Content starts
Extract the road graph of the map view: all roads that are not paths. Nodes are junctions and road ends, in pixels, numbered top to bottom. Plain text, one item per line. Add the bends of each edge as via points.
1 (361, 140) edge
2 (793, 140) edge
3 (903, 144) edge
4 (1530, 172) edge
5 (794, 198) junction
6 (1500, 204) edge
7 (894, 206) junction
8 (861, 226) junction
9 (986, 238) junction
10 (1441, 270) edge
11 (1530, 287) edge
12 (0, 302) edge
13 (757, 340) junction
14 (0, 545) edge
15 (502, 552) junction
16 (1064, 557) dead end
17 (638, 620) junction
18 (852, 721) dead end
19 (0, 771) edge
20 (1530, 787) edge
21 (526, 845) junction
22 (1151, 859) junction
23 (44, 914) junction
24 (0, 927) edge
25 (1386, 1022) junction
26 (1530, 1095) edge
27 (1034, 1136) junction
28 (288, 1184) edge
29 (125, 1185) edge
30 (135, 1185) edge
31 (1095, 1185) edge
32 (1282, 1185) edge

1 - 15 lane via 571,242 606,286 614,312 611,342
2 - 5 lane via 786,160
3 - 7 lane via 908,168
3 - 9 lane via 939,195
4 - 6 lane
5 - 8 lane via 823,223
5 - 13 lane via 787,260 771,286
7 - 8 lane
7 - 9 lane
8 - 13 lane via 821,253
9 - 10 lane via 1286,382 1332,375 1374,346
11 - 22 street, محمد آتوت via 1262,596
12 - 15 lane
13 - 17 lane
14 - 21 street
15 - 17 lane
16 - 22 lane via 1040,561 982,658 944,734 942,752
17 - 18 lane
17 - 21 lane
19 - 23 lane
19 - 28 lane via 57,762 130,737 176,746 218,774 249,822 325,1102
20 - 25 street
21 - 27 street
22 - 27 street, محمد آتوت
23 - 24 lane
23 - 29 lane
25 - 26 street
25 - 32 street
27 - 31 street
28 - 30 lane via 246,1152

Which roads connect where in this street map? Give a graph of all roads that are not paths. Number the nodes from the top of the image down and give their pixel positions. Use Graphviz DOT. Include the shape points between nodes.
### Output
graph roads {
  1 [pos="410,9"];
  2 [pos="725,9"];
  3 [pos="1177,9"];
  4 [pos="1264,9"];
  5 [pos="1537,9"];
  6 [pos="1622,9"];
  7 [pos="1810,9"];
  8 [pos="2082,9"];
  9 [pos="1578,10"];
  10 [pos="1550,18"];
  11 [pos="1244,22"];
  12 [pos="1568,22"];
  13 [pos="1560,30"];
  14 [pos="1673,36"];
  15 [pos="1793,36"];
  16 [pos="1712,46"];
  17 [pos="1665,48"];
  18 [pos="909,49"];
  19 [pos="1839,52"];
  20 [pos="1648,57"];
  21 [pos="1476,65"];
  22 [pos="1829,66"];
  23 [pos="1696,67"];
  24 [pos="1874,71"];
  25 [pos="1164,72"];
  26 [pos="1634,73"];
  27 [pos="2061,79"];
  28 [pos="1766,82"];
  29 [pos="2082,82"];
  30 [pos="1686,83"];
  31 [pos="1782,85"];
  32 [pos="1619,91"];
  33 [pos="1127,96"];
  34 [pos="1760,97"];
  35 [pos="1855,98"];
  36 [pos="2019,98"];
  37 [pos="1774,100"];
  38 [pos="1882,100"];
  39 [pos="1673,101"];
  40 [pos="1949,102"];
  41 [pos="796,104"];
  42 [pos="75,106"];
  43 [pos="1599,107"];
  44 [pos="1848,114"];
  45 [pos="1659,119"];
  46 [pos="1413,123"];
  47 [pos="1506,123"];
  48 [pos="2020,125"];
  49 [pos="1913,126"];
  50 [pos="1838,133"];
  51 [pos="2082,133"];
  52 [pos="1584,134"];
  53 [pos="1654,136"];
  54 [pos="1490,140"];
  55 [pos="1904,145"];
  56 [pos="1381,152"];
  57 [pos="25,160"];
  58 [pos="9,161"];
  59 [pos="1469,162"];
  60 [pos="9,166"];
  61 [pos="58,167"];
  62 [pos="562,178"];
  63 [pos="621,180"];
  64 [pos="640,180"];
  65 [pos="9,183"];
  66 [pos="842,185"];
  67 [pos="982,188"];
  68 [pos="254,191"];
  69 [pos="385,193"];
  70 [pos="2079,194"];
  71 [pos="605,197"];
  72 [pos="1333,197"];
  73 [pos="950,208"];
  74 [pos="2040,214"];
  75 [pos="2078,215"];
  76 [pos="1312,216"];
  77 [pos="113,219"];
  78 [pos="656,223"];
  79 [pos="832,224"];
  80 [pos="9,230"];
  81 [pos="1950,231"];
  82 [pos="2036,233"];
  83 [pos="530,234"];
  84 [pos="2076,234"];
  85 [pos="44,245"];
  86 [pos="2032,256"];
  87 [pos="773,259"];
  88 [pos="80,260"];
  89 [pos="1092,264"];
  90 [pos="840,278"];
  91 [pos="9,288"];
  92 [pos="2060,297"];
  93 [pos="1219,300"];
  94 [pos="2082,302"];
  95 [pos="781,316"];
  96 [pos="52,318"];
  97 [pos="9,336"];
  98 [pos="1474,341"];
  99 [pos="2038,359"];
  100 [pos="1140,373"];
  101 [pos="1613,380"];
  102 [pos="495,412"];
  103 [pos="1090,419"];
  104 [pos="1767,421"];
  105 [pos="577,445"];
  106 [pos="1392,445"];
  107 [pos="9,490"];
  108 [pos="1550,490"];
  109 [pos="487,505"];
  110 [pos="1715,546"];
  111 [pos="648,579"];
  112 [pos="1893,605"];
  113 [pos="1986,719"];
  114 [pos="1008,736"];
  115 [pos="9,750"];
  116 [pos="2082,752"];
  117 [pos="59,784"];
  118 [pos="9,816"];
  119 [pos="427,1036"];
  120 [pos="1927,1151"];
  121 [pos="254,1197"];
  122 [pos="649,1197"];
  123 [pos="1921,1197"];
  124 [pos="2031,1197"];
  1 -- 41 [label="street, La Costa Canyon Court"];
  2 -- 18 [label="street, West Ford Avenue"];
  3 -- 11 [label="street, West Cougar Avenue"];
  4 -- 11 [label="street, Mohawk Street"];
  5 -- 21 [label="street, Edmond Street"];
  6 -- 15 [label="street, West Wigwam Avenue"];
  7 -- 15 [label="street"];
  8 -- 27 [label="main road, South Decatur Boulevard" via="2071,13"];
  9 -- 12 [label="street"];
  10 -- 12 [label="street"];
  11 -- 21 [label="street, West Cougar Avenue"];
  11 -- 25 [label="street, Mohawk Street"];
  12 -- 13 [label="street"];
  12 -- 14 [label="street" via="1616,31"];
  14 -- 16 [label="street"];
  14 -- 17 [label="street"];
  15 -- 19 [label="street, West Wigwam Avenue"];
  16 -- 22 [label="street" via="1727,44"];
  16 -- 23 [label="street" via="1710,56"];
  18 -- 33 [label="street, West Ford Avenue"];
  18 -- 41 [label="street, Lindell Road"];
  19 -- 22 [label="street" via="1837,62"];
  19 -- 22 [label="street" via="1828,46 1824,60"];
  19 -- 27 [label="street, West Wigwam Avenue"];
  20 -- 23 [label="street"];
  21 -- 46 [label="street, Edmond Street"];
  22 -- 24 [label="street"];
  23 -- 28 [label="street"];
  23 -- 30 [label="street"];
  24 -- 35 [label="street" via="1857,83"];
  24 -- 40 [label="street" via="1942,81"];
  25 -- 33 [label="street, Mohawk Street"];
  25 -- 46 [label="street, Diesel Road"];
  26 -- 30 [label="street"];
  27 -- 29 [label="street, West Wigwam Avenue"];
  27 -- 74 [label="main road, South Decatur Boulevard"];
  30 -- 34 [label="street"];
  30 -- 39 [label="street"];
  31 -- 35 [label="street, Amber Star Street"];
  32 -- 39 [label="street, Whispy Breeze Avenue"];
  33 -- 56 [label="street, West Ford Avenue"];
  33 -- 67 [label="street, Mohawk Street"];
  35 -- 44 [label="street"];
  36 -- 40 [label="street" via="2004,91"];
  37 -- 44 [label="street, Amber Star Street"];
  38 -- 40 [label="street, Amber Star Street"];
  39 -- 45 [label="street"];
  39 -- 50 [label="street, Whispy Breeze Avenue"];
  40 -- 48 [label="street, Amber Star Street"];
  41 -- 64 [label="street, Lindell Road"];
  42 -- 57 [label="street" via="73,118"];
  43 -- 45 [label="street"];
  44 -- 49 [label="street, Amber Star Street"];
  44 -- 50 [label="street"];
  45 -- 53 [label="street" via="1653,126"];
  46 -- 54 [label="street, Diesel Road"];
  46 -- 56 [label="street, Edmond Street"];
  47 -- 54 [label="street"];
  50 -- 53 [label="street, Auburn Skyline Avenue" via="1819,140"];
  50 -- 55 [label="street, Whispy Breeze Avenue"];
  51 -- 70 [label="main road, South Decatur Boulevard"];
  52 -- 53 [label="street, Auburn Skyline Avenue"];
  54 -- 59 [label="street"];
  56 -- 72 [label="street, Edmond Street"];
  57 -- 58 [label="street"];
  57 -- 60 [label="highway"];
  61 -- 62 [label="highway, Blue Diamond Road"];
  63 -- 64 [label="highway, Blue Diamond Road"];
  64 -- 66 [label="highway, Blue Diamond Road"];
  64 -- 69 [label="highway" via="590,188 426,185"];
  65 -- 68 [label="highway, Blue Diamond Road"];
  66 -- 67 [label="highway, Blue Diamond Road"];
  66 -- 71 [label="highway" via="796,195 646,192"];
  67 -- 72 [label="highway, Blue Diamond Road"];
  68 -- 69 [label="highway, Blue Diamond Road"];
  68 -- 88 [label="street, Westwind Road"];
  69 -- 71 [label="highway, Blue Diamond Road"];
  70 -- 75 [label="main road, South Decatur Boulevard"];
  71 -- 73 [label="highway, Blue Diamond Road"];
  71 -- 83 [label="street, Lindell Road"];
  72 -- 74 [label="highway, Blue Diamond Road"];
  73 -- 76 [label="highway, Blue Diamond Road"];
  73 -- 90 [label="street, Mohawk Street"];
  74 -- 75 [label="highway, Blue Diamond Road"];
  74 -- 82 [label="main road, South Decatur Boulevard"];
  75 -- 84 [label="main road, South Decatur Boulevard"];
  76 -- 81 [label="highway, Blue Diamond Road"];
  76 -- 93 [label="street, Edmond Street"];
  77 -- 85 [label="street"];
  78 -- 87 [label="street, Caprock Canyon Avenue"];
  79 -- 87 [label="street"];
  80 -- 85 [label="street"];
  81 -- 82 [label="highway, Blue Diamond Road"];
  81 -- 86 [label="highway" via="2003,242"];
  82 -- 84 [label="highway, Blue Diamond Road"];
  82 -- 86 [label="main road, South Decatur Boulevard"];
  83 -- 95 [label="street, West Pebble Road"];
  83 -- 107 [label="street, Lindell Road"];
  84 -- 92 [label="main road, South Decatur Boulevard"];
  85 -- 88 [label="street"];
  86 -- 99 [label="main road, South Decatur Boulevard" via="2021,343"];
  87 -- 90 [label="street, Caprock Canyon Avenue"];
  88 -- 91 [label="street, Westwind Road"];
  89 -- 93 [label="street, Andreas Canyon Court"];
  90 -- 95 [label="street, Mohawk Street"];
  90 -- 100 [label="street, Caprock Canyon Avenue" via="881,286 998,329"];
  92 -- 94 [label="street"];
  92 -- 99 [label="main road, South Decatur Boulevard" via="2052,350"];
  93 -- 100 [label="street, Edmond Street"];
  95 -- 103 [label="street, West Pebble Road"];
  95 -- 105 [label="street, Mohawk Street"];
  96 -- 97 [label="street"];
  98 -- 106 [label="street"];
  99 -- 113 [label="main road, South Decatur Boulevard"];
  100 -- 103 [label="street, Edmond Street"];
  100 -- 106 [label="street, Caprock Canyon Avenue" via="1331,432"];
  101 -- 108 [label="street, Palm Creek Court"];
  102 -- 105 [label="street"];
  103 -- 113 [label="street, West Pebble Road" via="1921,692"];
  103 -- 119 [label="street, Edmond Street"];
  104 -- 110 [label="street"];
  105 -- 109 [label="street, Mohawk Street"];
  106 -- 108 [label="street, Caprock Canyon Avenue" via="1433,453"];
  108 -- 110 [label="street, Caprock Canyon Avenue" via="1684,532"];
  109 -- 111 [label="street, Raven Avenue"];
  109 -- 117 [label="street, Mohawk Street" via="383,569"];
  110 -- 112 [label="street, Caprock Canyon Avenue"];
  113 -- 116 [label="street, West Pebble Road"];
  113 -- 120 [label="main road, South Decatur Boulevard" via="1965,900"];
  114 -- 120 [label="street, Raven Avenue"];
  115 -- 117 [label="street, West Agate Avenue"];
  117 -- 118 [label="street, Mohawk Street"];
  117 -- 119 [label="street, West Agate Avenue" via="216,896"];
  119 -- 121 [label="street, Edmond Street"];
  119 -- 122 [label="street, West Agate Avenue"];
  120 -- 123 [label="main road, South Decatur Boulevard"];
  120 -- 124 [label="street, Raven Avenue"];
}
Content ends
§ What to produce
Locate all lines in the listing above with the word "Whispy". Copy them.

§ Reply to the task
  32 -- 39 [label="street, Whispy Breeze Avenue"];
  39 -- 50 [label="street, Whispy Breeze Avenue"];
  50 -- 55 [label="street, Whispy Breeze Avenue"];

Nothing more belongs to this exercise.